The entries are to be duplicated exactly, with nothing left out.

*** Provided records ***

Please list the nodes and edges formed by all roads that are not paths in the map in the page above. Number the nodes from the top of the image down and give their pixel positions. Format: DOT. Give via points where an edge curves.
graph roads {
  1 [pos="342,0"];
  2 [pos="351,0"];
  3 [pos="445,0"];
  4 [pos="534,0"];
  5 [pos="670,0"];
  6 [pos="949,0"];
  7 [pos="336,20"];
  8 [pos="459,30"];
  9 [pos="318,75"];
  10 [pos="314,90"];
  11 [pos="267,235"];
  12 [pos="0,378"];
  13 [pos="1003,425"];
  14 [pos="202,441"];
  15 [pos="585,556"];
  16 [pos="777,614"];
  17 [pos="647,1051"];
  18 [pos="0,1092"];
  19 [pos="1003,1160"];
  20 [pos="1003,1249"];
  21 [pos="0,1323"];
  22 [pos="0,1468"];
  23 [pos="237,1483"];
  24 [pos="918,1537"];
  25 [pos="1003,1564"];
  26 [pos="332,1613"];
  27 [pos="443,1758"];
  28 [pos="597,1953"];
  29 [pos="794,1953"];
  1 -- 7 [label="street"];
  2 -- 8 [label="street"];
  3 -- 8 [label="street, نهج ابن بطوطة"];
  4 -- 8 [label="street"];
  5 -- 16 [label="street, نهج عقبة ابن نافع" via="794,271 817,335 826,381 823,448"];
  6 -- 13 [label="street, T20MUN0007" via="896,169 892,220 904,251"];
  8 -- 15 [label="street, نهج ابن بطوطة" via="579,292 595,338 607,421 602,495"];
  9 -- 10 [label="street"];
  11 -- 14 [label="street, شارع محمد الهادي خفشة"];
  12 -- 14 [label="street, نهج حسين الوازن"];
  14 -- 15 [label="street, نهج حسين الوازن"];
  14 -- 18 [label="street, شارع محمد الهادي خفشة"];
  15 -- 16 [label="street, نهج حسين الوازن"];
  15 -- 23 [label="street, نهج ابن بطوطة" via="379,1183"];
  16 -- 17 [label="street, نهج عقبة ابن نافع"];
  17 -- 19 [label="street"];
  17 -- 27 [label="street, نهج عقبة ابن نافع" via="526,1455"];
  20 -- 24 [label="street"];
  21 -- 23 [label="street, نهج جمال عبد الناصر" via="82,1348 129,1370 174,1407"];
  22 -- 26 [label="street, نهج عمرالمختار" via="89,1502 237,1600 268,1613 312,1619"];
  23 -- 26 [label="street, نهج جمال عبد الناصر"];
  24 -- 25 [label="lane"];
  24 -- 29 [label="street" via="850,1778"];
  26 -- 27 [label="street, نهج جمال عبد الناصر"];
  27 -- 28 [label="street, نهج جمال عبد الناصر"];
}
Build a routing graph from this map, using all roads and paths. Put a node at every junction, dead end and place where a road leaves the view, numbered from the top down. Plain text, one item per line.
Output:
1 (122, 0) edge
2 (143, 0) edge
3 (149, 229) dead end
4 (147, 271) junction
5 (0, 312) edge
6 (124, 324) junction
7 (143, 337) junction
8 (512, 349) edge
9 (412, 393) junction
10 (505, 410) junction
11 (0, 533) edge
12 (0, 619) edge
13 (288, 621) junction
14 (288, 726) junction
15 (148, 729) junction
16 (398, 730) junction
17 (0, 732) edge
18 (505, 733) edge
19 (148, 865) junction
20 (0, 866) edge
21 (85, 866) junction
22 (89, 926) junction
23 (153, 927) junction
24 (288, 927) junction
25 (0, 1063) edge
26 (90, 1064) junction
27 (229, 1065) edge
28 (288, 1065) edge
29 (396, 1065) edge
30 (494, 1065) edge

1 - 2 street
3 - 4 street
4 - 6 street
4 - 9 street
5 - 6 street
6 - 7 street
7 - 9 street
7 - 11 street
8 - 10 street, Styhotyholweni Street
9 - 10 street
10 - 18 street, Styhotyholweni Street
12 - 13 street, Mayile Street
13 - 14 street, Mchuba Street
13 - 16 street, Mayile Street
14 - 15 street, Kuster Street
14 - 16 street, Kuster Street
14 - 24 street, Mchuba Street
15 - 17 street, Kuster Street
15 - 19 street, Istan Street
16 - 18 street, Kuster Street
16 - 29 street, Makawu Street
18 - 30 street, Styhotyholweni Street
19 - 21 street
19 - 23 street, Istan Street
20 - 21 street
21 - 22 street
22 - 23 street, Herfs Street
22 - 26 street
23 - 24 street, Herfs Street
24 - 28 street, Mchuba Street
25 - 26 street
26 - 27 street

***

▶ [Response to this task]
Please list the nodes and edges formed by all roads that are not paths in the map in the page above. Number the nodes from the top of the image down and give their pixel positions. Format: DOT. Give via points where an edge curves.
graph roads {
  1 [pos="342,0"];
  2 [pos="351,0"];
  3 [pos="445,0"];
  4 [pos="534,0"];
  5 [pos="670,0"];
  6 [pos="949,0"];
  7 [pos="336,20"];
  8 [pos="459,30"];
  9 [pos="318,75"];
  10 [pos="314,90"];
  11 [pos="267,235"];
  12 [pos="0,378"];
  13 [pos="1003,425"];
  14 [pos="202,441"];
  15 [pos="585,556"];
  16 [pos="777,614"];
  17 [pos="647,1051"];
  18 [pos="0,1092"];
  19 [pos="1003,1160"];
  20 [pos="1003,1249"];
  21 [pos="0,1323"];
  22 [pos="0,1468"];
  23 [pos="237,1483"];
  24 [pos="918,1537"];
  25 [pos="1003,1564"];
  26 [pos="332,1613"];
  27 [pos="443,1758"];
  28 [pos="597,1953"];
  29 [pos="794,1953"];
  1 -- 7 [label="street"];
  2 -- 8 [label="street"];
  3 -- 8 [label="street, نهج ابن بطوطة"];
  4 -- 8 [label="street"];
  5 -- 16 [label="street, نهج عقبة ابن نافع" via="794,271 817,335 826,381 823,448"];
  6 -- 13 [label="street, T20MUN0007" via="896,169 892,220 904,251"];
  8 -- 15 [label="street, نهج ابن بطوطة" via="579,292 595,338 607,421 602,495"];
  9 -- 10 [label="street"];
  11 -- 14 [label="street, شارع محمد الهادي خفشة"];
  12 -- 14 [label="street, نهج حسين الوازن"];
  14 -- 15 [label="street, نهج حسين الوازن"];
  14 -- 18 [label="street, شارع محمد الهادي خفشة"];
  15 -- 16 [label="street, نهج حسين الوازن"];
  15 -- 23 [label="street, نهج ابن بطوطة" via="379,1183"];
  16 -- 17 [label="street, نهج عقبة ابن نافع"];
  17 -- 19 [label="street"];
  17 -- 27 [label="street, نهج عقبة ابن نافع" via="526,1455"];
  20 -- 24 [label="street"];
  21 -- 23 [label="street, نهج جمال عبد الناصر" via="82,1348 129,1370 174,1407"];
  22 -- 26 [label="street, نهج عمرالمختار" via="89,1502 237,1600 268,1613 312,1619"];
  23 -- 26 [label="street, نهج جمال عبد الناصر"];
  24 -- 25 [label="lane"];
  24 -- 29 [label="street" via="850,1778"];
  26 -- 27 [label="street, نهج جمال عبد الناصر"];
  27 -- 28 [label="street, نهج جمال عبد الناصر"];
}
Build a routing graph from this map, using all roads and paths. Put a node at every junction, dead end and place where a road leaves the view, numbered from the top down. Plain text, one item per line.
Output:
1 (122, 0) edge
2 (143, 0) edge
3 (149, 229) dead end
4 (147, 271) junction
5 (0, 312) edge
6 (124, 324) junction
7 (143, 337) junction
8 (512, 349) edge
9 (412, 393) junction
10 (505, 410) junction
11 (0, 533) edge
12 (0, 619) edge
13 (288, 621) junction
14 (288, 726) junction
15 (148, 729) junction
16 (398, 730) junction
17 (0, 732) edge
18 (505, 733) edge
19 (148, 865) junction
20 (0, 866) edge
21 (85, 866) junction
22 (89, 926) junction
23 (153, 927) junction
24 (288, 927) junction
25 (0, 1063) edge
26 (90, 1064) junction
27 (229, 1065) edge
28 (288, 1065) edge
29 (396, 1065) edge
30 (494, 1065) edge

1 - 2 street
3 - 4 street
4 - 6 street
4 - 9 street
5 - 6 street
6 - 7 street
7 - 9 street
7 - 11 street
8 - 10 street, Styhotyholweni Street
9 - 10 street
10 - 18 street, Styhotyholweni Street
12 - 13 street, Mayile Street
13 - 14 street, Mchuba Street
13 - 16 street, Mayile Street
14 - 15 street, Kuster Street
14 - 16 street, Kuster Street
14 - 24 street, Mchuba Street
15 - 17 street, Kuster Street
15 - 19 street, Istan Street
16 - 18 street, Kuster Street
16 - 29 street, Makawu Street
18 - 30 street, Styhotyholweni Street
19 - 21 street
19 - 23 street, Istan Street
20 - 21 street
21 - 22 street
22 - 23 street, Herfs Street
22 - 26 street
23 - 24 street, Herfs Street
24 - 28 street, Mchuba Street
25 - 26 street
26 - 27 street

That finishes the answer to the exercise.